Other than some of the smaller Canadian Shield lakes that I love to fish in northern Ontario, the vast majority of larger lakes experience pressure cracks every winter. My home lake of Simcoe, just north of Toronto is notorious for developing some of the most incredible pressure cracks in the province. They can run parallel to shore, from point to point or out in the middle of nowhere – but they all have several commonalities that are worth noting:

  • They are all alive! Ice is like a living thing – continually expanding and retracting during the course of the winter.
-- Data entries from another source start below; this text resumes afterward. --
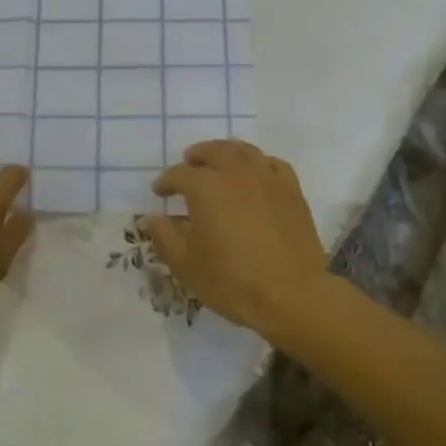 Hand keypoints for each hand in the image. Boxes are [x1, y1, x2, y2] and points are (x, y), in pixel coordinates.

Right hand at [147, 140, 328, 338]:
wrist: (291, 295)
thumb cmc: (231, 281)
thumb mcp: (185, 265)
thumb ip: (165, 236)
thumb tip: (153, 217)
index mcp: (205, 187)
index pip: (179, 174)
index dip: (166, 182)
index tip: (160, 192)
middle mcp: (236, 173)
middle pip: (213, 151)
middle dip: (197, 156)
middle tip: (189, 164)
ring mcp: (267, 178)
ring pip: (244, 151)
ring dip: (226, 153)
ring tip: (220, 164)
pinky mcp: (292, 190)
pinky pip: (271, 164)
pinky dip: (258, 164)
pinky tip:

Some days the two massive sheets can be tight, others they’re apart
  • Periods of stable, below zero temps typically see little ‘growth’ in terms of the two ice sheets being shot up in the air to form ridges over a metre high, or the two sheets breaking apart with open water in between. The latter two scenarios are very common when temperatures fluctuate.
  • Pressure cracks on big lakes can be many miles long and can consist of varying degrees of risk from one end to the other
  • Some cracks will offer zero chance of safe crossing … while others narrow down and the two sheets meet, allowing for cautious approach and crossing
  • Always approach all pressure cracks with care and respect … even small cracks near shore that are less than an inch wide in the morning can open up and barely be crossable by late afternoon.   This typically happens during the late ice period, but with crazy winters like we’re having in 2016 … could occur any time
  • Look for areas where others have crossed … you may have to travel well out of your way, but is something to be expected and accounted for
  • When travelling by snowmobile, examine the crossing area on foot first. Pinpoint exact crossing lanes to fellow ice anglers and discuss potential hazards. Such as open water or ice blocks protruding beneath snow cover.   The latter can be especially dangerous if not seen and can throw a sledder from the snowmobile
  • You may wish to have a safety person designated on foot near the pressure crack to signal others in your group to cross
  • Cross at moderate and steady speed – not too fast to cause waves to bounce up onto the hidden ice sheet underneath, but not too slow to bog down either
  • With an ATV, you need to be extra cautious. A serious hazard can occur if the front wheels of your quad break thru. Long thick boards at least a foot wide are often used to cross minor cracks with ATV’s safely, but if cracks open more than even a few short inches or there’s week ice on either side- ATV’s should stay clear.     
  • With all pressure cracks you may need to accept that no safe place to cross exists other than on or right near shore. It can be a tough pill to swallow- but is what it is!
  • Choose access locations that minimize pressure crack crossings all together whenever possible



                                       Be prepared

  • Carry your fully charged cell phone in a zip lock bag in an inside pocket
  • One person in your group should carry a small shovel to check what’s beneath the cover of snow near a spot on the ice you want to cross. HT makes a nice little two piece model with an extra-large handle that you can easily fit your big mitt thru
  • Wear your HT Retractable ice cleats at all times.   Think of them like wearing a seatbelt- you hope you never have to count on them to save your life, but know they can if an accident occurs
  • Consider wearing a floatation suit
  • At least one person in your group should have a rope or one of HT’s wonderful new Rescue Throw Bags. Again, its something you hope you’ll never have to use but can be a lifesaver in an emergency


Throughout most of the ice belt here in southern and central Ontario the winter of 2016 has been one of the warmest in recent memory. Ice conditions can be fine on some lakes and non-existent on others. The majority are somewhere in between … with hazards like pressure cracks part of the deal anglers have to contend with.   This winter treat those living pressure cracks with respect and pay special attention to safety to enjoy many more ice fishing seasons in the future!